Prompt » Within the data below, count the lines that include "Sete" and give only the count.

Stored items »
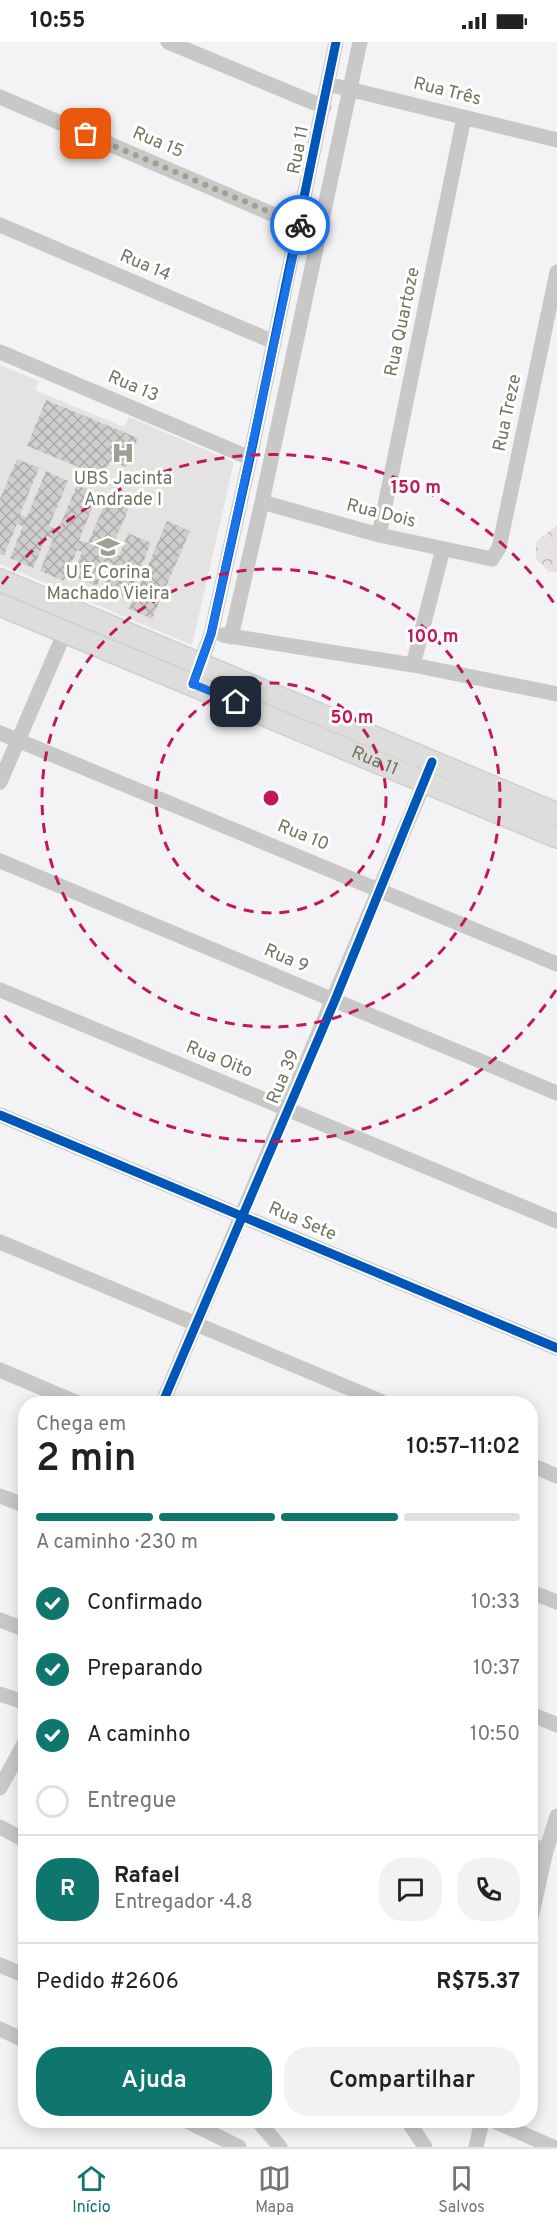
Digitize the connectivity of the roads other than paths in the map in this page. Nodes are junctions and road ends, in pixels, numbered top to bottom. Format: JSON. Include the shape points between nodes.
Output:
{"nodes":[{"id":1,"x":168,"y":42,"type":"edge"},
{"id":2,"x":336,"y":42,"type":"edge"},
{"id":3,"x":360,"y":42,"type":"edge"},
{"id":4,"x":328,"y":84,"type":"junction"},
{"id":5,"x":350,"y":89,"type":"junction"},
{"id":6,"x":0,"y":97,"type":"edge"},
{"id":7,"x":324,"y":107,"type":"junction"},
{"id":8,"x":464,"y":117,"type":"junction"},
{"id":9,"x":557,"y":140,"type":"edge"},
{"id":10,"x":0,"y":225,"type":"edge"},
{"id":11,"x":300,"y":225,"type":"junction"},
{"id":12,"x":557,"y":272,"type":"edge"},
{"id":13,"x":274,"y":342,"type":"junction"},
{"id":14,"x":0,"y":352,"type":"edge"},
{"id":15,"x":250,"y":458,"type":"junction"},
{"id":16,"x":262,"y":502,"type":"junction"},
{"id":17,"x":379,"y":535,"type":"junction"},
{"id":18,"x":443,"y":549,"type":"junction"},
{"id":19,"x":492,"y":559,"type":"joint"},
{"id":20,"x":0,"y":580,"type":"edge"},
{"id":21,"x":0,"y":605,"type":"edge"},
{"id":22,"x":65,"y":632,"type":"junction"},
{"id":23,"x":211,"y":634,"type":"junction"},
{"id":24,"x":231,"y":637,"type":"junction"},
{"id":25,"x":413,"y":665,"type":"junction"},
{"id":26,"x":196,"y":675,"type":"junction"},
{"id":27,"x":557,"y":694,"type":"edge"},
{"id":28,"x":0,"y":733,"type":"edge"},
{"id":29,"x":19,"y":741,"type":"junction"},
{"id":30,"x":429,"y":771,"type":"junction"},
{"id":31,"x":0,"y":782,"type":"edge"},
{"id":32,"x":557,"y":814,"type":"edge"},
{"id":33,"x":557,"y":837,"type":"edge"},
{"id":34,"x":0,"y":861,"type":"edge"},
{"id":35,"x":380,"y":889,"type":"junction"},
{"id":36,"x":557,"y":964,"type":"edge"},
{"id":37,"x":0,"y":990,"type":"edge"},
{"id":38,"x":335,"y":1000,"type":"junction"},
{"id":39,"x":557,"y":1093,"type":"edge"},
{"id":40,"x":288,"y":1109,"type":"junction"},
{"id":41,"x":0,"y":1115,"type":"edge"},
{"id":42,"x":243,"y":1215,"type":"junction"},
{"id":43,"x":557,"y":1221,"type":"edge"},
{"id":44,"x":0,"y":1242,"type":"edge"},
{"id":45,"x":197,"y":1323,"type":"junction"},
{"id":46,"x":557,"y":1348,"type":"edge"},
{"id":47,"x":0,"y":1370,"type":"edge"},
{"id":48,"x":61,"y":1396,"type":"edge"},
{"id":49,"x":165,"y":1396,"type":"edge"},
{"id":50,"x":368,"y":1396,"type":"edge"},
{"id":51,"x":538,"y":1469,"type":"edge"},
{"id":52,"x":557,"y":1476,"type":"edge"},
{"id":53,"x":0,"y":1496,"type":"edge"},
{"id":54,"x":18,"y":1503,"type":"edge"},
{"id":55,"x":538,"y":1595,"type":"edge"},
{"id":56,"x":557,"y":1602,"type":"edge"},
{"id":57,"x":0,"y":1620,"type":"edge"},
{"id":58,"x":18,"y":1627,"type":"edge"},
{"id":59,"x":0,"y":1694,"type":"edge"},
{"id":60,"x":18,"y":1700,"type":"edge"},
{"id":61,"x":538,"y":1717,"type":"edge"},
{"id":62,"x":557,"y":1725,"type":"edge"},
{"id":63,"x":18,"y":1755,"type":"edge"},
{"id":64,"x":0,"y":1788,"type":"edge"},
{"id":65,"x":557,"y":1816,"type":"edge"},
{"id":66,"x":0,"y":1827,"type":"edge"},
{"id":67,"x":18,"y":1837,"type":"edge"},
{"id":68,"x":538,"y":1848,"type":"edge"},
{"id":69,"x":546,"y":1851,"type":"junction"},
{"id":70,"x":538,"y":1887,"type":"edge"},
{"id":71,"x":0,"y":1965,"type":"edge"},
{"id":72,"x":18,"y":1973,"type":"edge"},
{"id":73,"x":0,"y":2029,"type":"edge"},
{"id":74,"x":18,"y":2037,"type":"edge"},
{"id":75,"x":201,"y":2128,"type":"edge"},
{"id":76,"x":264,"y":2128,"type":"edge"},
{"id":77,"x":413,"y":2128,"type":"edge"},
{"id":78,"x":480,"y":2128,"type":"edge"},
{"id":79,"x":510,"y":2128,"type":"edge"},
{"id":80,"x":240,"y":2147,"type":"edge"},
{"id":81,"x":280,"y":2147,"type":"edge"},
{"id":82,"x":425,"y":2147,"type":"edge"},
{"id":83,"x":476,"y":2147,"type":"edge"},
{"id":84,"x":553,"y":2147,"type":"edge"}],
"edges":[{"from":1,"to":7,"type":"street"},
{"from":2,"to":4,"type":"street","name":"Rua 11"},
{"from":3,"to":5,"type":"street"},
{"from":4,"to":5,"type":"street","name":"Rua Três"},
{"from":4,"to":7,"type":"street","name":"Rua 11"},
{"from":5,"to":8,"type":"street","name":"Rua Três"},
{"from":5,"to":16,"type":"street"},
{"from":6,"to":11,"type":"street","name":"Rua 15"},
{"from":7,"to":11,"type":"street","name":"Rua 11"},
{"from":8,"to":9,"type":"street","name":"Rua Três"},
{"from":8,"to":17,"type":"street","name":"Rua Quartoze"},
{"from":10,"to":13,"type":"street","name":"Rua 14"},
{"from":11,"to":13,"type":"street","name":"Rua 11"},
{"from":12,"to":19,"type":"street","name":"Rua Treze","via":[[499,548]]},
{"from":13,"to":15,"type":"street","name":"Rua 11"},
{"from":14,"to":15,"type":"street","name":"Rua 13"},
{"from":15,"to":23,"type":"street","name":"Rua 11"},
{"from":16,"to":17,"type":"street","name":"Rua Dois"},
{"from":16,"to":24,"type":"street"},
{"from":17,"to":18,"type":"street","name":"Rua Dois"},
{"from":18,"to":19,"type":"street","name":"Rua Dois"},
{"from":18,"to":25,"type":"street"},
{"from":20,"to":26,"type":"main road","name":"Rua 11"},
{"from":21,"to":22,"type":"main road","name":"Rua 11"},
{"from":22,"to":26,"type":"main road","name":"Rua 11"},
{"from":22,"to":29,"type":"street"},
{"from":23,"to":24,"type":"street"},
{"from":23,"to":26,"type":"street","name":"Rua 11"},
{"from":24,"to":25,"type":"street"},
{"from":25,"to":27,"type":"street"},
{"from":26,"to":30,"type":"main road","name":"Rua 11"},
{"from":28,"to":29,"type":"street","name":"Rua 10"},
{"from":29,"to":31,"type":"street"},
{"from":29,"to":35,"type":"street","name":"Rua 10"},
{"from":30,"to":32,"type":"main road","name":"Rua 11"},
{"from":30,"to":33,"type":"main road","name":"Rua 11"},
{"from":30,"to":35,"type":"street","name":"Rua 39"},
{"from":34,"to":38,"type":"street","name":"Rua 9"},
{"from":35,"to":36,"type":"street","name":"Rua 10"},
{"from":35,"to":38,"type":"street","name":"Rua 39"},
{"from":37,"to":40,"type":"street","name":"Rua Oito"},
{"from":38,"to":39,"type":"street","name":"Rua 9"},
{"from":38,"to":40,"type":"street","name":"Rua 39"},
{"from":40,"to":42,"type":"street","name":"Rua 39"},
{"from":40,"to":43,"type":"street","name":"Rua Oito"},
{"from":41,"to":42,"type":"street","name":"Rua Sete"},
{"from":42,"to":45,"type":"street","name":"Rua 39"},
{"from":42,"to":46,"type":"street","name":"Rua Sete"},
{"from":44,"to":45,"type":"street"},
{"from":45,"to":49,"type":"street","name":"Rua 39"},
{"from":45,"to":50,"type":"street"},
{"from":47,"to":48,"type":"street"},
{"from":51,"to":52,"type":"street"},
{"from":53,"to":54,"type":"street"},
{"from":55,"to":56,"type":"street"},
{"from":57,"to":58,"type":"street"},
{"from":59,"to":60,"type":"street"},
{"from":61,"to":62,"type":"street"},
{"from":63,"to":64,"type":"street"},
{"from":65,"to":69,"type":"street"},
{"from":66,"to":67,"type":"street"},
{"from":68,"to":69,"type":"street"},
{"from":69,"to":70,"type":"street"},
{"from":71,"to":72,"type":"street"},
{"from":73,"to":74,"type":"street"},
{"from":75,"to":80,"type":"street"},
{"from":76,"to":81,"type":"street"},
{"from":77,"to":82,"type":"street"},
{"from":78,"to":83,"type":"street"},
{"from":79,"to":84,"type":"street"}]}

Solution to the exercise » 2